The tests have been embedded with the Dockerfile; ensuring that the testing environment is consistent across any docker enabled platform. When the docker image builds, the test are run inside the docker container, on failure they will stop the build.

Run the tests with the following command:

docker build -t docker-image-resource --build-arg base_image=paketobuildpacks/run-jammy-base:latest .

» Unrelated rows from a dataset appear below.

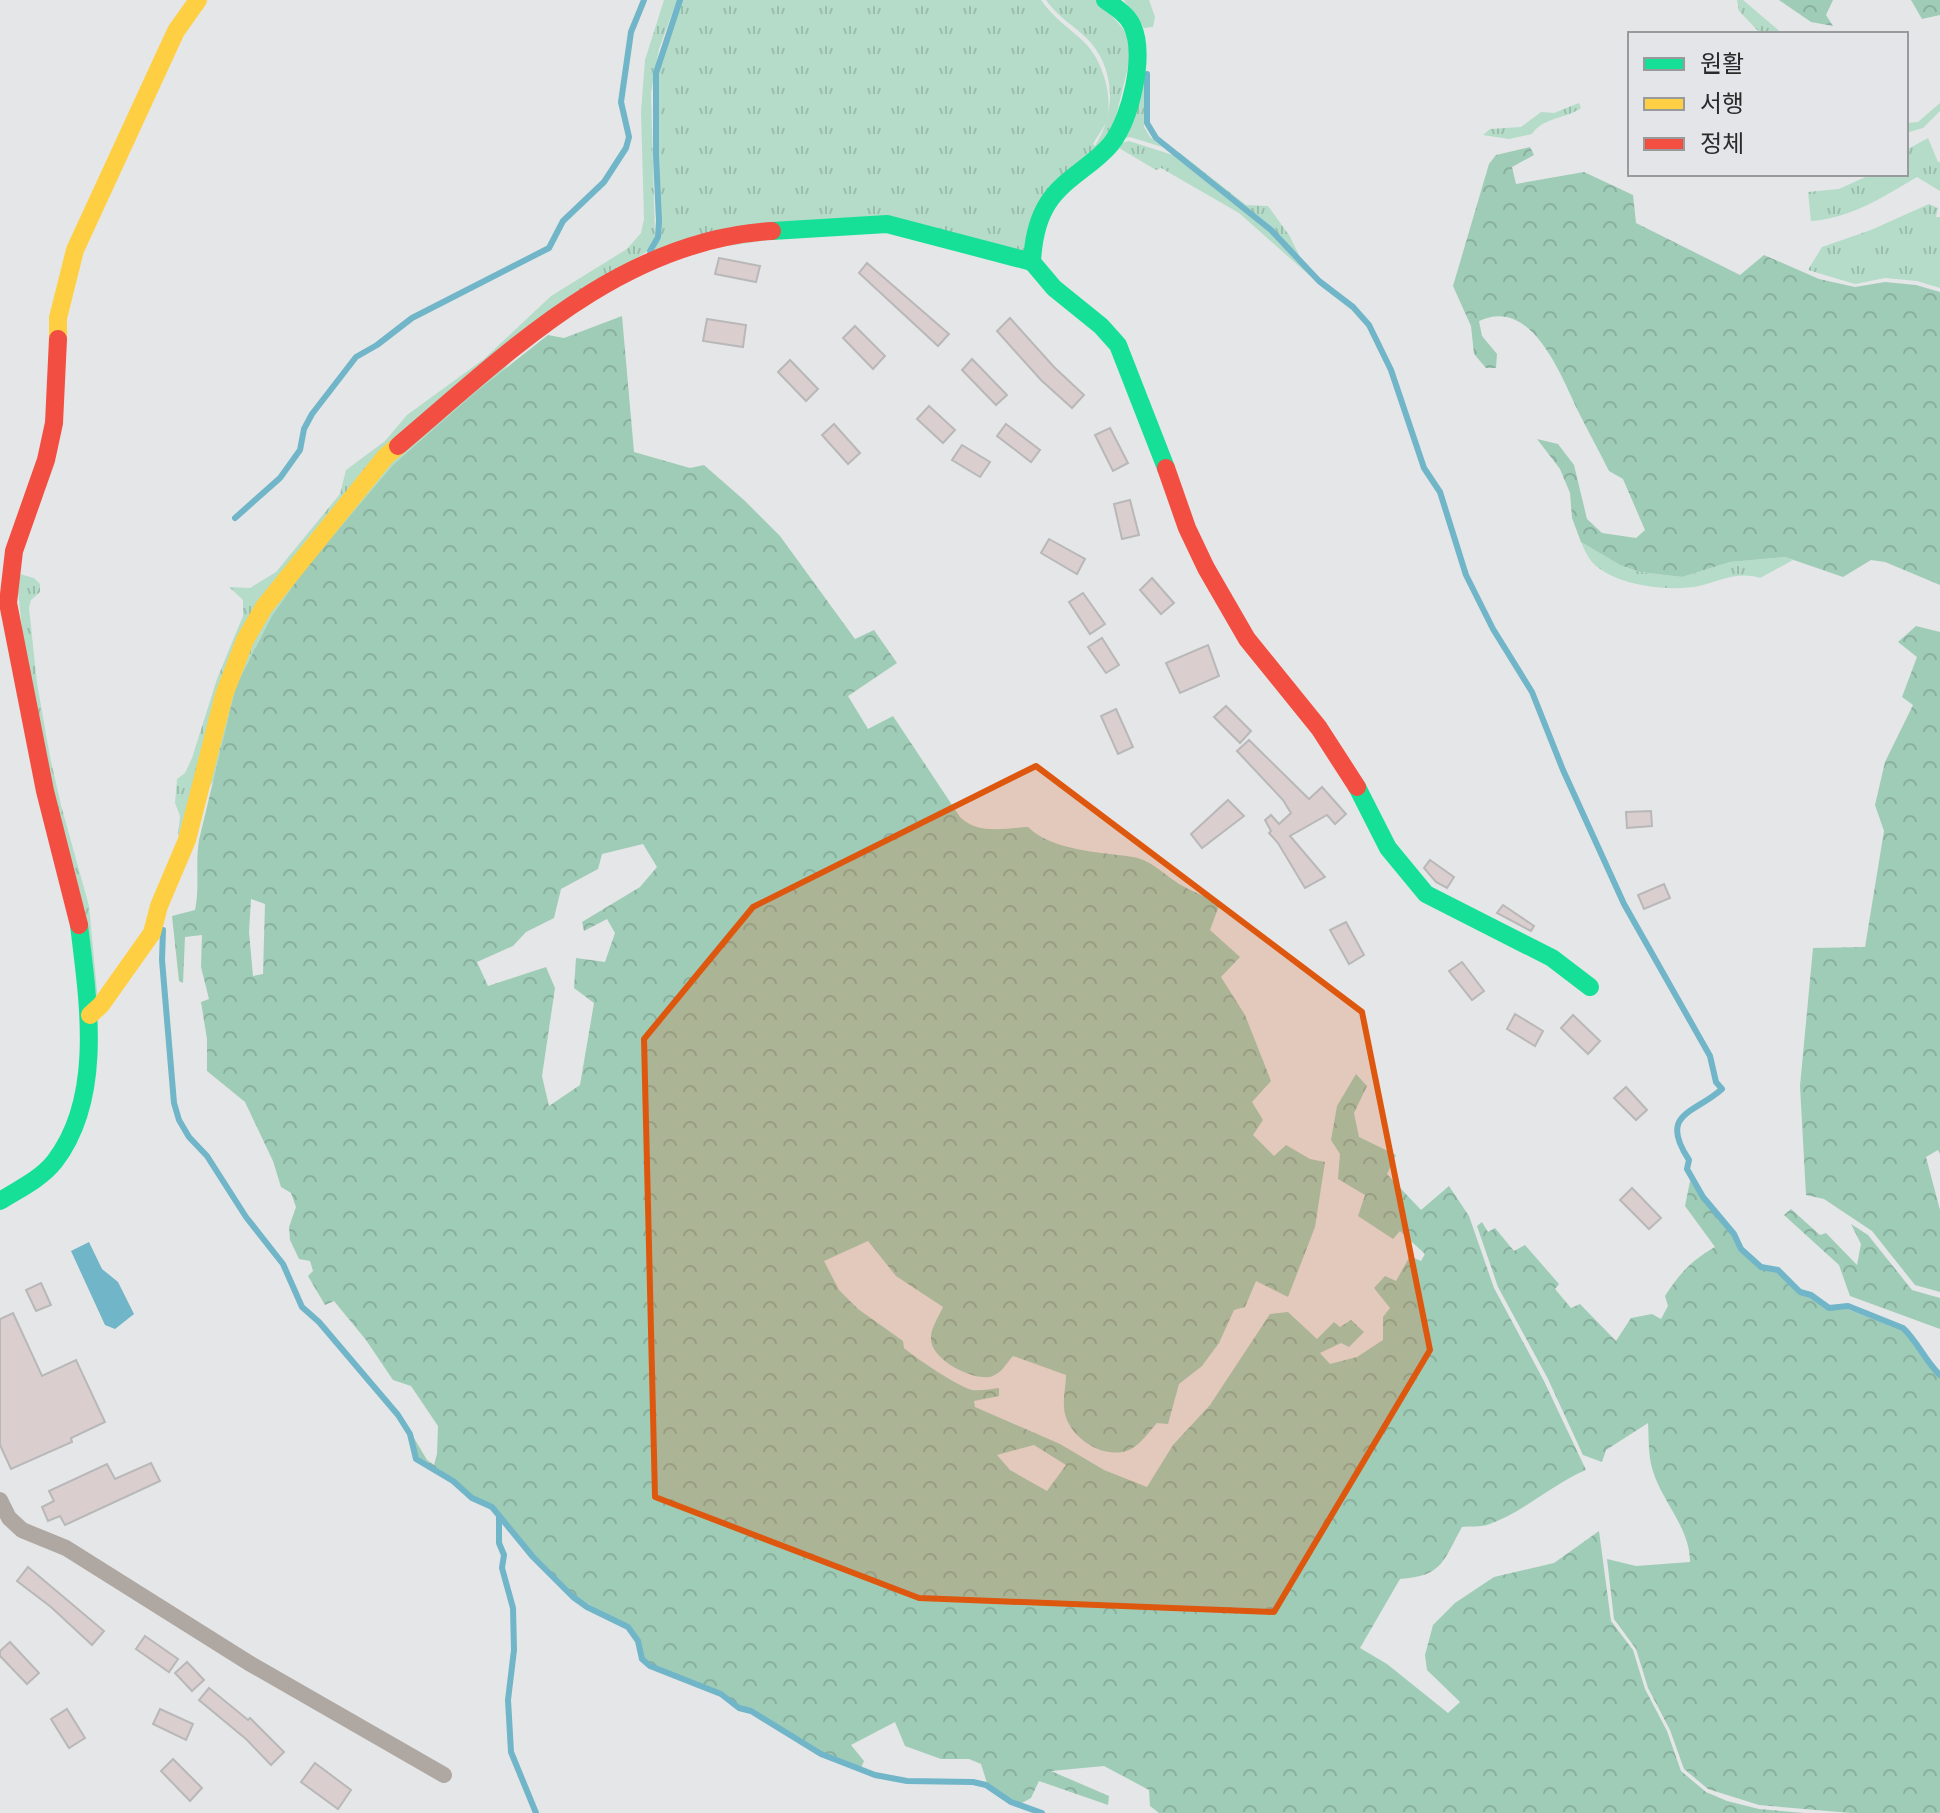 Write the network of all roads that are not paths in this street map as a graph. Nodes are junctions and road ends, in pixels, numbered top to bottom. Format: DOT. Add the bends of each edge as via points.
graph roads {
  1 [pos="198,0"];
  2 [pos="1105,0"];
  3 [pos="1032,262"];
  4 [pos="1590,987"];
  5 [pos="90,1015"];
  6 [pos="0,1201"];
  7 [pos="0,1500"];
  8 [pos="444,1775"];
  1 -- 5 [label="street" via="176,31 75,250 58,318 54,423 18,536 8,603 45,791 78,915"];
  2 -- 3 [label="street" via="1127,17 1135,32 1134,89 1113,143 1049,202 1035,233"];
  3 -- 4 [label="street" via="1118,345 1206,568 1247,639 1356,784 1388,848 1426,894 1552,958"];
  3 -- 5 [label="street" via="887,224 737,233 673,250 630,270 538,328 386,456 264,607 224,695 187,840 152,933"];
  5 -- 6 [label="street" via="83,1102 74,1132 47,1169"];
  7 -- 8 [label="street" via="22,1530 66,1548 249,1663"];
}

To use the newly built image, push it to a docker registry that's accessible to Concourse and configure your pipeline to use it:

resource_types:
- name: docker-image-resource
  type: docker-image
  privileged: true
  source:
    repository: example.com:5000/docker-image-resource
    tag: latest

resources:
- name: some-image
  type: docker-image-resource
  ...

Contributing

Please make all pull requests to the master branch and ensure tests pass locally.